Ситуация подошла к точке, где будет разворачиваться Армагеддон?

Первый президент Чеченской Республики Ахмат Кадыров
Первый президент Чеченской Республики Ахмат Кадыров
Первый президент Чеченской Республики Ахмат Кадыров

Передача «Разговор с мудрецом» на радио «Звезда» от 3 ноября 2023 года

Анна Шафран: Сергей Ервандович, хотелось сегодня с Вами обсудить события, которые развернулись в Дагестане. Неожиданные события для многих, но для тех, кто пристально следит за событиями в целом в мире и на Ближнем Востоке в частности, — очень многое было предсказуемым.

К сожалению, мы с Вами сейчас становимся свидетелями того, как самые нежелательные сценарии начинают разворачиваться. Но дело ведь не только в том, что проигрываются отдельно взятые эпизоды в отдельно взятых регионах и странах. Есть гораздо более широкая картина, и если мы перешагнули через какие-то неприятности сегодня, можем ли мы быть уверенными, что сможем перешагнуть через подобные неприятности завтра, послезавтра? Об этом хотелось бы с Вами поговорить.

Сергей Кургинян: Тут самый глобальный вопрос, самый больной и масштабный — это вопрос об исламе как таковом.

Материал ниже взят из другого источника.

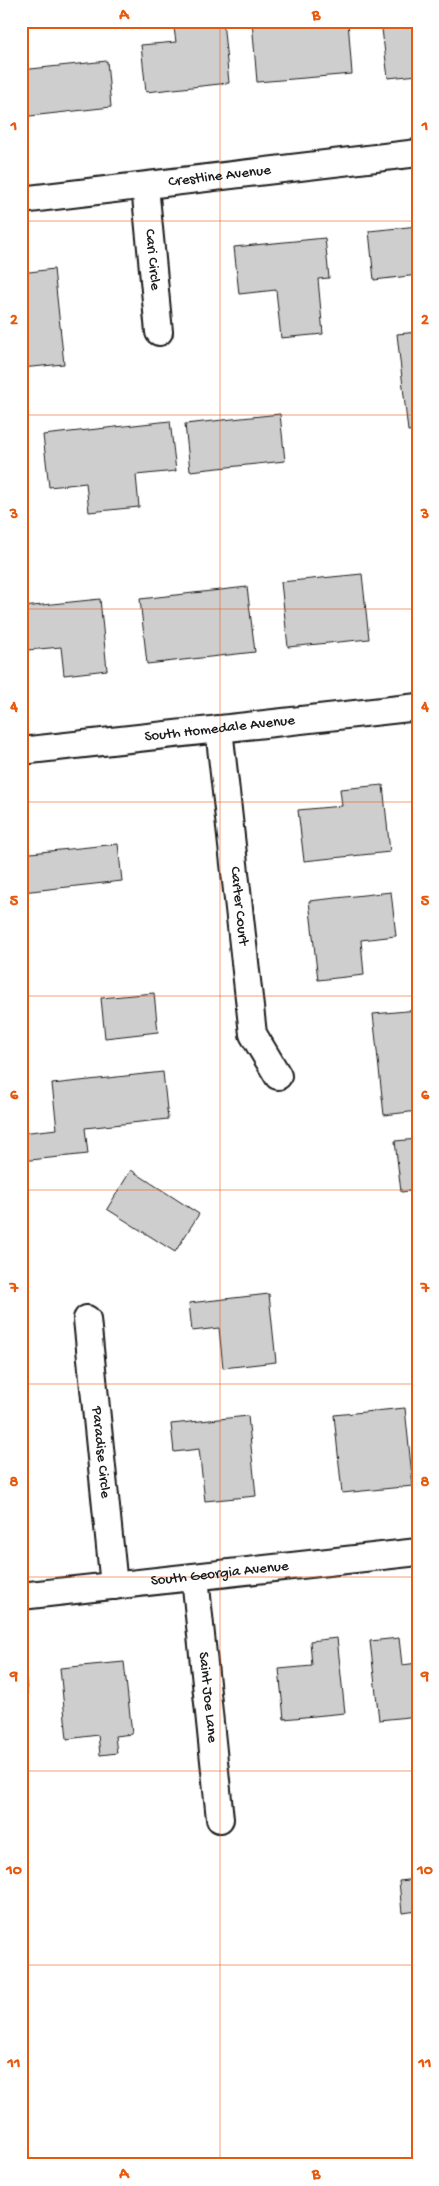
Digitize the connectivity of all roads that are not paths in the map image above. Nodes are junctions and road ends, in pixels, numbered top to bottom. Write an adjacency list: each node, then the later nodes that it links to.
1 (418, 153): 2 (street, Crestline Avenue)
2 (145, 186): 3 (street, Crestline Avenue); 4 (street, Cari Circle)
3 (21, 200)
4 (159, 332)
5 (418, 707): 6 (street, South Homedale Avenue)
6 (220, 729): 7 (street, South Homedale Avenue); 8 (street, Carter Court)
7 (21, 751)
8 (278, 1076)
9 (87, 1319): 12 (street, Paradise Circle)
10 (418, 1552): 11 (street, South Georgia Avenue)
11 (195, 1577): 12 (street, South Georgia Avenue); 14 (street, Saint Joe Lane)
12 (114, 1586): 13 (street, South Georgia Avenue)
13 (21, 1596)
14 (220, 1819)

Ислам — великая мировая религия. Более того, исторически рассматривая вопрос, мы видим, что к XI–XII веку ислам был более просвещенным и более интеллектуальным, чем христианство. Крестоносцы очень многое заимствовали у мусульман во время крестовых походов. В испанских частях Арабского халифата господствовало просвещение, читали Аристотеля, философские исследования и так далее. Потом что-то произошло — и это одна из наибольших загадок мировой истории. Что случилось в XIV–XV веке, почему ислам начал отставать, как образовалась эта исламская, в сущности, периферия?

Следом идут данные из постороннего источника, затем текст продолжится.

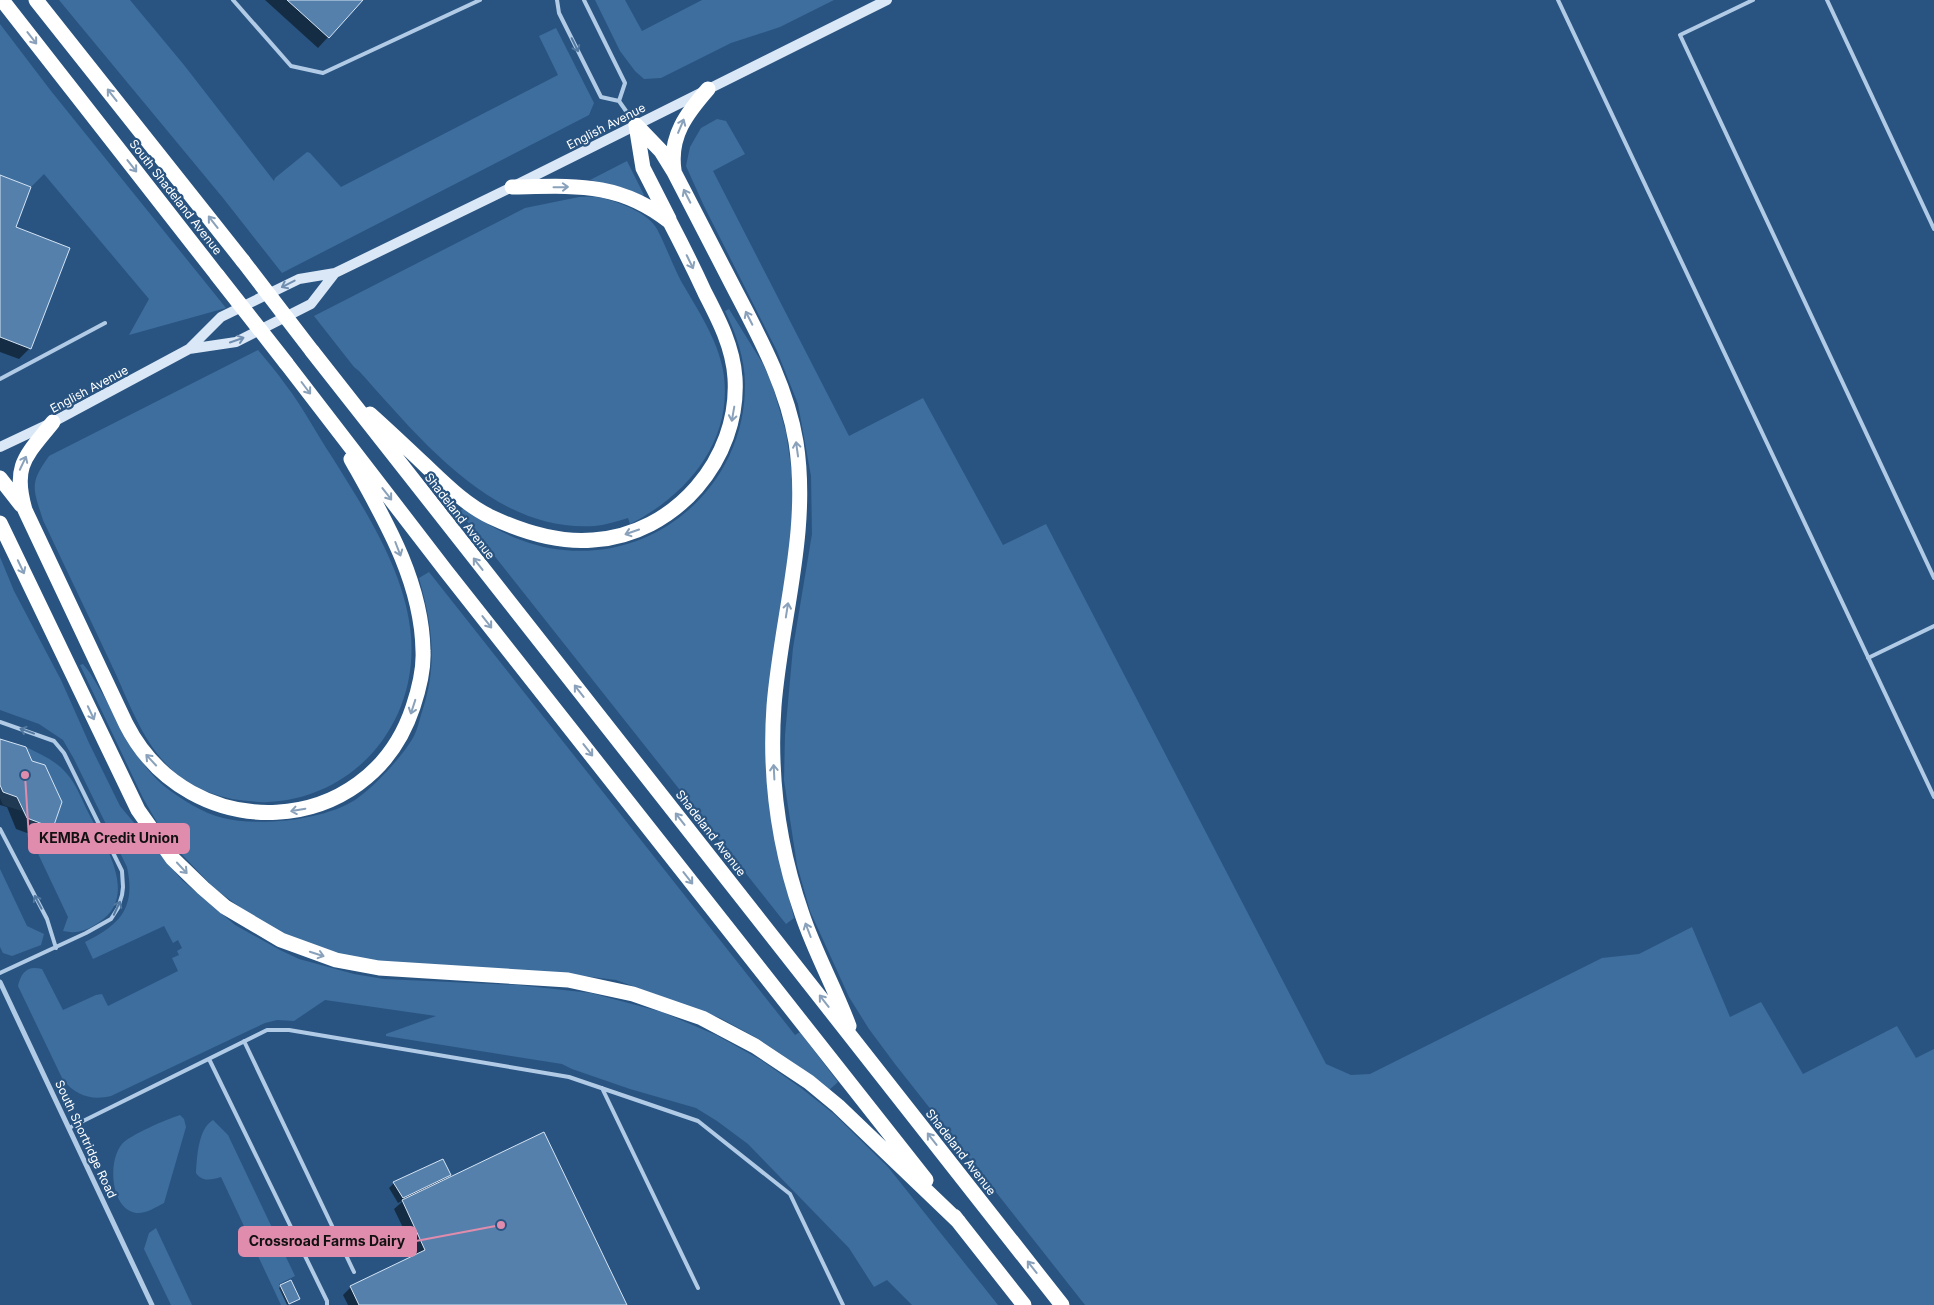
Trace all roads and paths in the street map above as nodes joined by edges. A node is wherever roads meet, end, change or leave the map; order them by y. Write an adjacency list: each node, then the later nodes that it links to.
1 (2, 0): 23 (highway, South Shadeland Avenue, one-way to 23, bridge)
2 (36, 0): 22 (highway, South Shadeland Avenue, one-way to 2, bridge)
3 (233, 0): 4 (lane)
4 (480, 0)
5 (557, 0): 12 (lane, one-way to 12)
6 (584, 0): 12 (lane)
7 (887, 0): 11 (street, English Avenue)
8 (1558, 0): 31 (lane)
9 (1753, 0): 29 (lane)
10 (1827, 0): 17 (lane)
11 (708, 89): 13 (street, English Avenue); 14 (highway, one-way to 11)
12 (619, 101): 13 (lane)
13 (636, 124): 14 (highway); 15 (street, English Avenue); 16 (highway)
14 (674, 172): 38 (highway, one-way to 14)
15 (512, 187): 16 (highway, one-way to 16); 18 (street, English Avenue)
16 (670, 222): 22 (highway, one-way to 22)
17 (1934, 230)
18 (335, 273): 20 (street, English Avenue, one-way to 20); 20 (street, English Avenue, one-way to 18)
19 (105, 323): 21 (lane)
20 (189, 349): 24 (street, English Avenue)
21 (0, 379)
22 (334, 381): 38 (highway, Shadeland Avenue, one-way to 22)
23 (325, 414): 27 (highway, one-way to 27); 43 (highway, one-way to 43)
24 (53, 422): 25 (street, English Avenue); 27 (highway, one-way to 24)
25 (0, 448)
26 (0, 478): 27 (highway)
27 (25, 510)
28 (0, 524): 43 (highway, one-way to 43)
29 (1934, 578)
30 (1934, 626): 31 (lane)
31 (1868, 658): 33 (lane)
32 (0, 722): 35 (lane, one-way to 32)
33 (1934, 797)
34 (0, 829): 35 (lane, one-way to 34)
35 (56, 948): 36 (lane)
36 (0, 973)
37 (0, 982): 42 (street, South Shortridge Road)
38 (854, 1039): 50 (highway, Shadeland Avenue, one-way to 38)
39 (244, 1042): 40 (lane); 41 (lane); 44 (lane)
40 (209, 1059): 42 (lane); 47 (lane)
41 (602, 1088): 45 (lane); 48 (lane)
42 (69, 1128): 46 (street, South Shortridge Road)
43 (959, 1222): 49 (highway)
44 (354, 1272)
45 (698, 1288)
46 (152, 1305)
47 (327, 1305)
48 (843, 1305)
49 (1024, 1305)
50 (1062, 1305)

Но как бы там ни было, это — мощнейшая религия с огромным гуманистическим потенциалом, очень страстная на фоне некоего похолодания крупных религиозных групп в Европе, вообще в западной цивилизации и даже на Востоке. Ислам — это нечто наиболее горячее в сегодняшнем мире. И у нас много сограждан, которые его исповедуют, которых мы должны заведомо уважать, очень чутко реагировать на их позиции и так далее. Это всё, безусловно, так.

И я не для того говорю, что это так, чтобы потом сказать некое «но». Я просто хочу сказать, что всякое явление — чем оно сильнее, чем оно более страстное, чем более притягательное внутренне — всегда содержит в себе что-то, что может стать проблемой. Это что-то, являющееся проблемой, именуется «исламизм».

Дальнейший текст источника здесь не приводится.